Gli astronomi hanno osservato la leggendaria Grande Macchia Rossa di Giove (GRS), un anticiclone abbastanza grande da inghiottire la Terra, per almeno 150 anni. Ma ci sono sempre nuove sorprese, soprattutto quando il telescopio spaziale Hubble della NASA/ESA lo osserva da vicino.

Le nuove osservazioni di Hubble della famosa tempesta rossa, raccolte nell’arco di 90 giorni tra dicembre 2023 e marzo 2024, rivelano che la GRS non è così stabile come potrebbe sembrare.

I dati recenti mostrano che il GRS oscilla come una ciotola di gelatina.

Le immagini combinate di Hubble hanno permesso agli astronomi di assemblare un filmato in time-lapse del comportamento ondulato del GRS.

“Anche se sapevamo che il suo movimento varia leggermente nella sua longitudine, non ci aspettavamo di vedere le dimensioni oscillare. Per quanto ne sappiamo, non è stato identificato prima”, ha detto Amy Simon del Goddard Space Flight Center della NASA a Greenbelt, nel Maryland.

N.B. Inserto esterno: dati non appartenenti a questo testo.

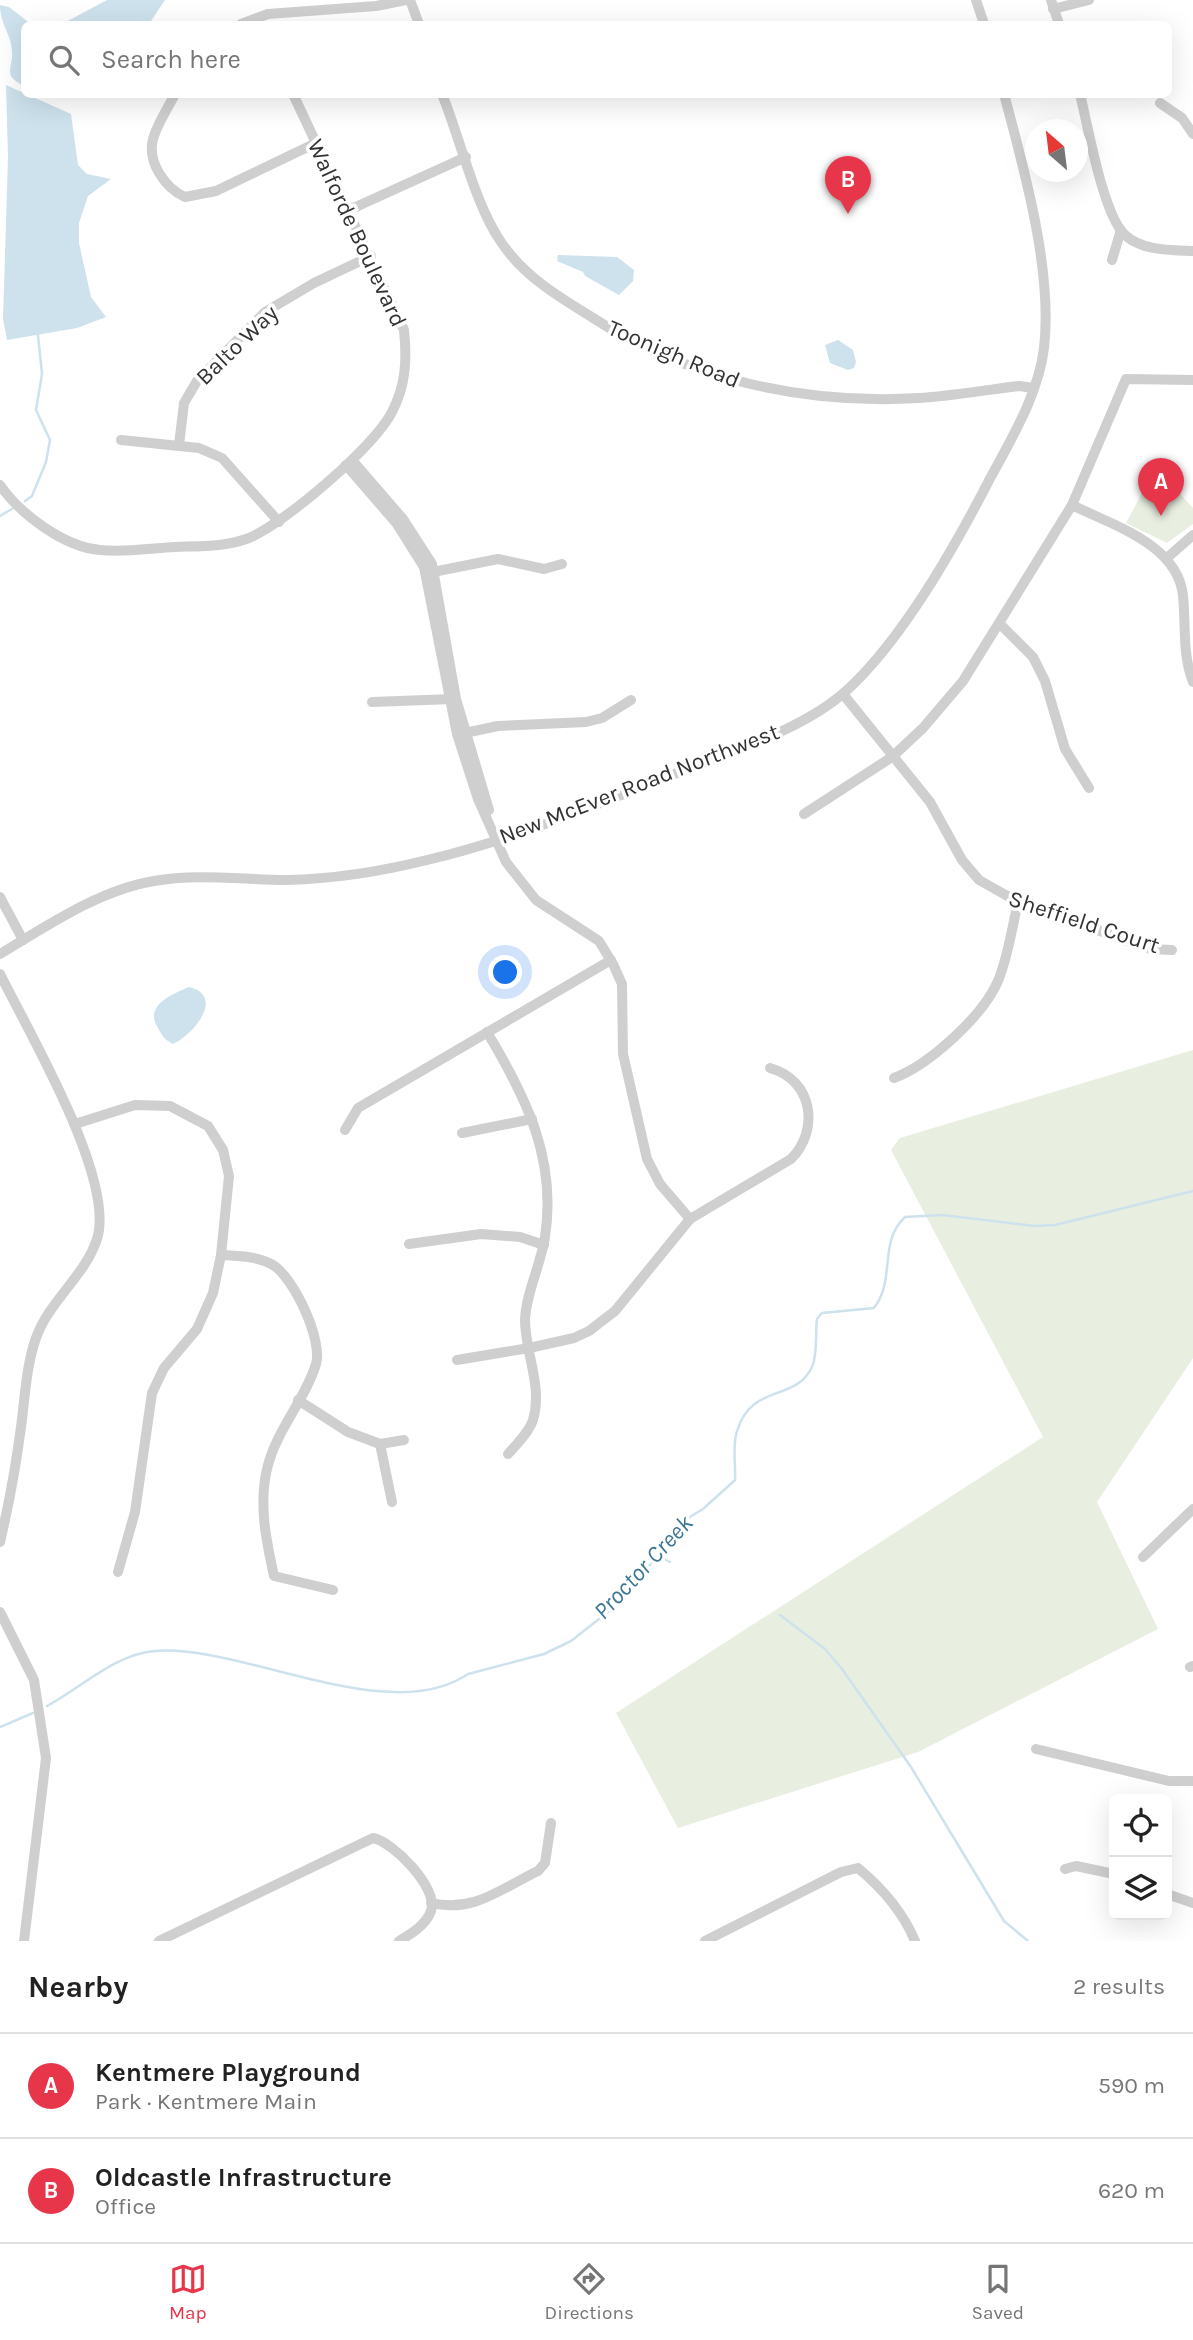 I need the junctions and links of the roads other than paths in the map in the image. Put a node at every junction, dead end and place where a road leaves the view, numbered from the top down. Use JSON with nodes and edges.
{"nodes":[{"id":1,"x":408,"y":0,"type":"edge"},
{"id":2,"x":976,"y":0,"type":"edge"},
{"id":3,"x":1089,"y":0,"type":"edge"},
{"id":4,"x":1052,"y":5,"type":"edge"},
{"id":5,"x":263,"y":20,"type":"edge"},
{"id":6,"x":418,"y":21,"type":"edge"},
{"id":7,"x":983,"y":21,"type":"edge"},
{"id":8,"x":173,"y":98,"type":"edge"},
{"id":9,"x":295,"y":98,"type":"edge"},
{"id":10,"x":444,"y":98,"type":"edge"},
{"id":11,"x":1004,"y":98,"type":"edge"},
{"id":12,"x":1081,"y":98,"type":"edge"},
{"id":13,"x":1160,"y":103,"type":"dead end"},
{"id":14,"x":1193,"y":134,"type":"edge"},
{"id":15,"x":316,"y":143,"type":"junction"},
{"id":16,"x":466,"y":157,"type":"junction"},
{"id":17,"x":349,"y":209,"type":"junction"},
{"id":18,"x":1121,"y":230,"type":"junction"},
{"id":19,"x":1193,"y":251,"type":"edge"},
{"id":20,"x":372,"y":256,"type":"junction"},
{"id":21,"x":1112,"y":260,"type":"dead end"},
{"id":22,"x":1193,"y":380,"type":"edge"},
{"id":23,"x":1034,"y":388,"type":"junction"},
{"id":24,"x":121,"y":440,"type":"dead end"},
{"id":25,"x":178,"y":445,"type":"junction"},
{"id":26,"x":349,"y":462,"type":"junction"},
{"id":27,"x":0,"y":485,"type":"edge"},
{"id":28,"x":1072,"y":505,"type":"junction"},
{"id":29,"x":279,"y":522,"type":"junction"},
{"id":30,"x":1193,"y":535,"type":"edge"},
{"id":31,"x":1168,"y":557,"type":"junction"},
{"id":32,"x":562,"y":564,"type":"dead end"},
{"id":33,"x":430,"y":573,"type":"junction"},
{"id":34,"x":1000,"y":624,"type":"junction"},
{"id":35,"x":1193,"y":682,"type":"edge"},
{"id":36,"x":843,"y":694,"type":"junction"},
{"id":37,"x":453,"y":699,"type":"junction"},
{"id":38,"x":631,"y":700,"type":"dead end"},
{"id":39,"x":372,"y":702,"type":"dead end"},
{"id":40,"x":461,"y":733,"type":"junction"},
{"id":41,"x":892,"y":757,"type":"junction"},
{"id":42,"x":1089,"y":788,"type":"dead end"},
{"id":43,"x":804,"y":814,"type":"dead end"},
{"id":44,"x":496,"y":840,"type":"junction"},
{"id":45,"x":0,"y":897,"type":"edge"},
{"id":46,"x":1018,"y":902,"type":"junction"},
{"id":47,"x":23,"y":940,"type":"junction"},
{"id":48,"x":1172,"y":950,"type":"dead end"},
{"id":49,"x":0,"y":954,"type":"edge"},
{"id":50,"x":611,"y":960,"type":"junction"},
{"id":51,"x":0,"y":974,"type":"edge"},
{"id":52,"x":487,"y":1032,"type":"junction"},
{"id":53,"x":770,"y":1068,"type":"dead end"},
{"id":54,"x":894,"y":1078,"type":"dead end"},
{"id":55,"x":532,"y":1119,"type":"junction"},
{"id":56,"x":75,"y":1124,"type":"junction"},
{"id":57,"x":345,"y":1130,"type":"dead end"},
{"id":58,"x":462,"y":1133,"type":"dead end"},
{"id":59,"x":690,"y":1219,"type":"junction"},
{"id":60,"x":409,"y":1244,"type":"dead end"},
{"id":61,"x":544,"y":1245,"type":"junction"},
{"id":62,"x":221,"y":1255,"type":"junction"},
{"id":63,"x":529,"y":1348,"type":"junction"},
{"id":64,"x":457,"y":1360,"type":"dead end"},
{"id":65,"x":298,"y":1400,"type":"junction"},
{"id":66,"x":404,"y":1440,"type":"dead end"},
{"id":67,"x":380,"y":1444,"type":"junction"},
{"id":68,"x":508,"y":1454,"type":"dead end"},
{"id":69,"x":392,"y":1502,"type":"dead end"},
{"id":70,"x":1193,"y":1509,"type":"edge"},
{"id":71,"x":0,"y":1542,"type":"edge"},
{"id":72,"x":1143,"y":1557,"type":"dead end"},
{"id":73,"x":118,"y":1572,"type":"dead end"},
{"id":74,"x":333,"y":1590,"type":"dead end"},
{"id":75,"x":0,"y":1612,"type":"edge"},
{"id":76,"x":1036,"y":1749,"type":"dead end"},
{"id":77,"x":1193,"y":1782,"type":"edge"},
{"id":78,"x":551,"y":1823,"type":"dead end"},
{"id":79,"x":1065,"y":1869,"type":"dead end"},
{"id":80,"x":1109,"y":1873,"type":"edge"},
{"id":81,"x":1172,"y":1896,"type":"edge"},
{"id":82,"x":431,"y":1903,"type":"junction"},
{"id":83,"x":1193,"y":1903,"type":"edge"},
{"id":84,"x":709,"y":1940,"type":"edge"},
{"id":85,"x":24,"y":1941,"type":"edge"},
{"id":86,"x":159,"y":1941,"type":"edge"},
{"id":87,"x":399,"y":1941,"type":"edge"},
{"id":88,"x":915,"y":1941,"type":"edge"}],
"edges":[{"from":1,"to":5,"type":"street"},
{"from":1,"to":6,"type":"street"},
{"from":2,"to":7,"type":"street"},
{"from":3,"to":4,"type":"street"},
{"from":8,"to":15,"type":"street"},
{"from":9,"to":15,"type":"street","name":"Walforde Boulevard"},
{"from":10,"to":16,"type":"street","name":"Toonigh Road"},
{"from":11,"to":23,"type":"street","name":"New McEver Road Northwest"},
{"from":12,"to":18,"type":"street"},
{"from":13,"to":14,"type":"street"},
{"from":15,"to":17,"type":"street","name":"Walforde Boulevard"},
{"from":16,"to":17,"type":"street"},
{"from":16,"to":23,"type":"street","name":"Toonigh Road"},
{"from":17,"to":20,"type":"street","name":"Walforde Boulevard"},
{"from":18,"to":19,"type":"street"},
{"from":18,"to":21,"type":"street"},
{"from":20,"to":25,"type":"street","name":"Balto Way"},
{"from":20,"to":26,"type":"street","name":"Walforde Boulevard"},
{"from":22,"to":28,"type":"street"},
{"from":23,"to":36,"type":"street","name":"New McEver Road Northwest"},
{"from":24,"to":25,"type":"street"},
{"from":25,"to":29,"type":"street"},
{"from":26,"to":29,"type":"street","name":"Walforde Boulevard"},
{"from":26,"to":33,"type":"street"},
{"from":27,"to":29,"type":"street","name":"Walforde Boulevard"},
{"from":28,"to":31,"type":"street"},
{"from":28,"to":34,"type":"street"},
{"from":30,"to":31,"type":"street"},
{"from":31,"to":35,"type":"street"},
{"from":32,"to":33,"type":"street"},
{"from":33,"to":37,"type":"street"},
{"from":34,"to":41,"type":"street"},
{"from":34,"to":42,"type":"street"},
{"from":36,"to":41,"type":"street","name":"Sheffield Court"},
{"from":36,"to":44,"type":"street","name":"New McEver Road Northwest"},
{"from":37,"to":39,"type":"street"},
{"from":37,"to":40,"type":"street"},
{"from":38,"to":40,"type":"street"},
{"from":40,"to":44,"type":"street"},
{"from":41,"to":43,"type":"street"},
{"from":41,"to":46,"type":"street","name":"Sheffield Court"},
{"from":44,"to":47,"type":"street","name":"New McEver Road Northwest"},
{"from":44,"to":50,"type":"street"},
{"from":45,"to":47,"type":"street"},
{"from":46,"to":48,"type":"street","name":"Sheffield Court"},
{"from":46,"to":54,"type":"street"},
{"from":47,"to":49,"type":"street","name":"New McEver Road Northwest"},
{"from":50,"to":52,"type":"street"},
{"from":50,"to":59,"type":"street"},
{"from":51,"to":56,"type":"street"},
{"from":52,"to":55,"type":"street"},
{"from":52,"to":57,"type":"street"},
{"from":53,"to":59,"type":"street"},
{"from":55,"to":58,"type":"street"},
{"from":55,"to":61,"type":"street"},
{"from":56,"to":62,"type":"street"},
{"from":56,"to":71,"type":"street"},
{"from":59,"to":63,"type":"street"},
{"from":60,"to":61,"type":"street"},
{"from":61,"to":63,"type":"street"},
{"from":62,"to":65,"type":"street"},
{"from":62,"to":73,"type":"street"},
{"from":63,"to":64,"type":"street"},
{"from":63,"to":68,"type":"street"},
{"from":65,"to":67,"type":"street"},
{"from":65,"to":74,"type":"street"},
{"from":66,"to":67,"type":"street"},
{"from":67,"to":69,"type":"street"},
{"from":70,"to":72,"type":"street"},
{"from":75,"to":85,"type":"street"},
{"from":76,"to":77,"type":"street"},
{"from":78,"to":82,"type":"street"},
{"from":79,"to":80,"type":"street"},
{"from":81,"to":83,"type":"street"},
{"from":82,"to":86,"type":"street"},
{"from":82,"to":87,"type":"street"},
{"from":84,"to":88,"type":"street"}]} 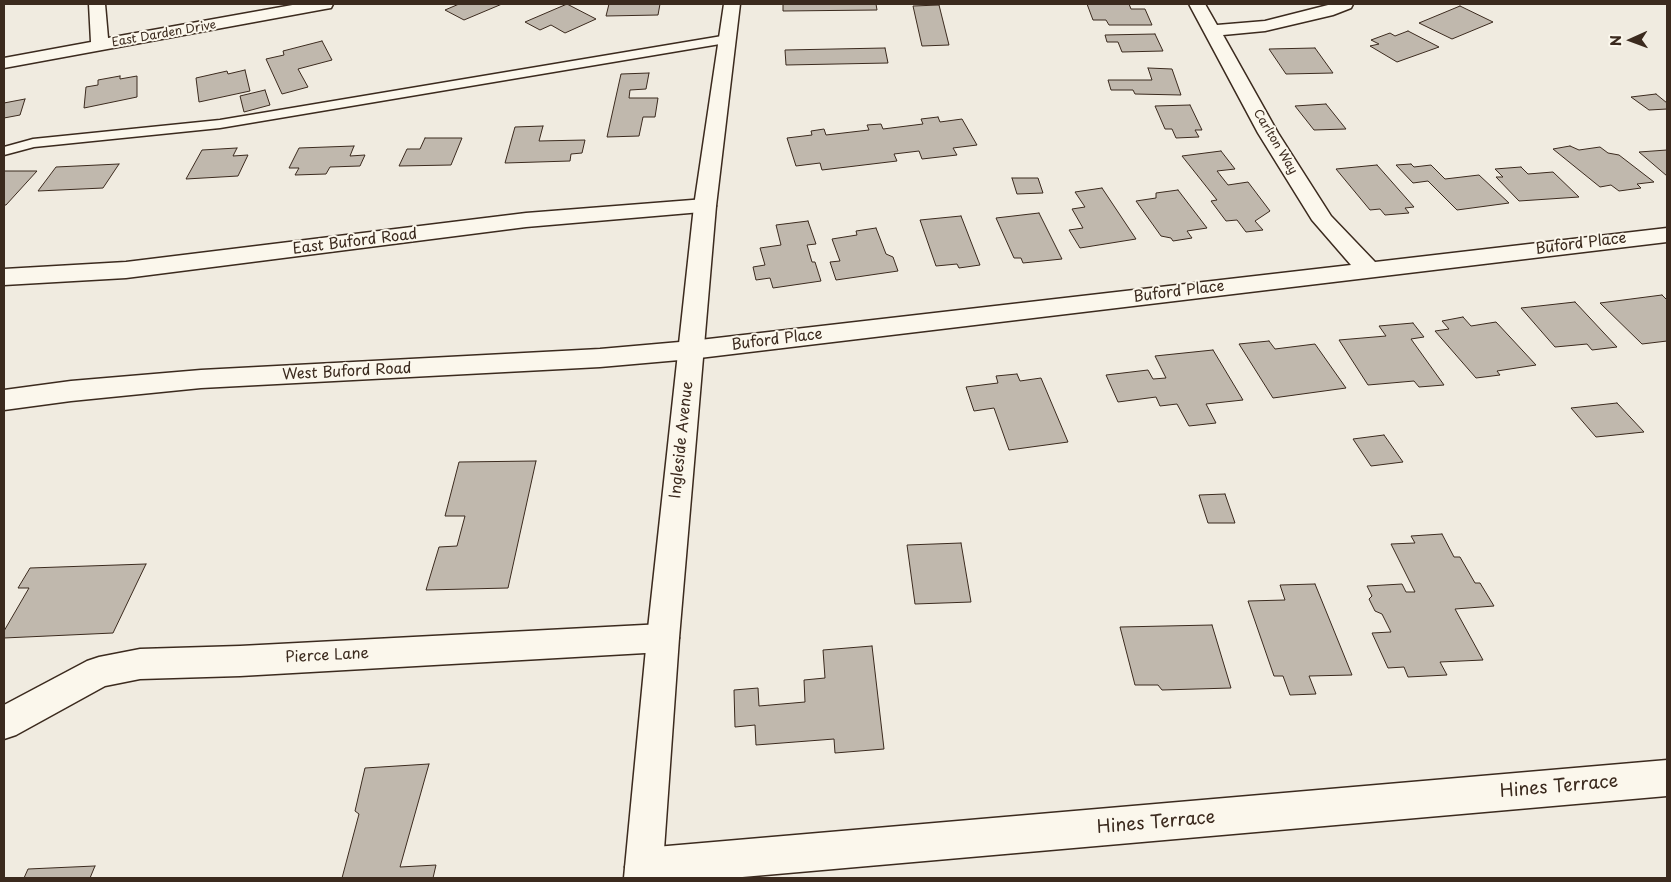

“Questa è davvero la prima volta che abbiamo avuto la corretta cadenza di imaging del GRS. Con l’alta risoluzione di Hubble possiamo dire che il GRS si sta definitivamente comprimendo dentro e fuori allo stesso tempo mentre si muove più velocemente e più lentamente. Questo è stato molto inaspettato, e al momento non ci sono spiegazioni idrodinamiche”.

Hubble monitora Giove e gli altri pianeti del sistema solare esterno ogni anno attraverso il programma Outer Planet Atmospheres Legacy (OPAL) guidato da Simon, ma queste osservazioni provenivano da un programma dedicato al GRS.

Comprendere i meccanismi delle più grandi tempeste del sistema solare colloca la teoria degli uragani sulla Terra in un contesto cosmico più ampio, che potrebbe essere applicato per comprendere meglio la meteorologia sui pianeti intorno ad altre stelle.

Il team di Simon ha utilizzato Hubble per ingrandire il GRS per uno sguardo dettagliato alle sue dimensioni, alla forma e a eventuali sottili cambiamenti di colore. 

“Quando guardiamo da vicino, vediamo che molte cose cambiano di giorno in giorno”, ha detto Simon.

Ciò include osservazioni in luce ultravioletta che mostrano che il nucleo distinto della tempesta diventa più luminoso quando il GRS è alla sua dimensione massima nel suo ciclo di oscillazione. Ciò indica un minore assorbimento della foschia nell’atmosfera superiore.

“Mentre accelera e decelera, il GRS sta spingendo contro le correnti a getto ventose a nord e a sud di esso”, ha detto il co-investigatore Mike Wong dell’Università della California a Berkeley.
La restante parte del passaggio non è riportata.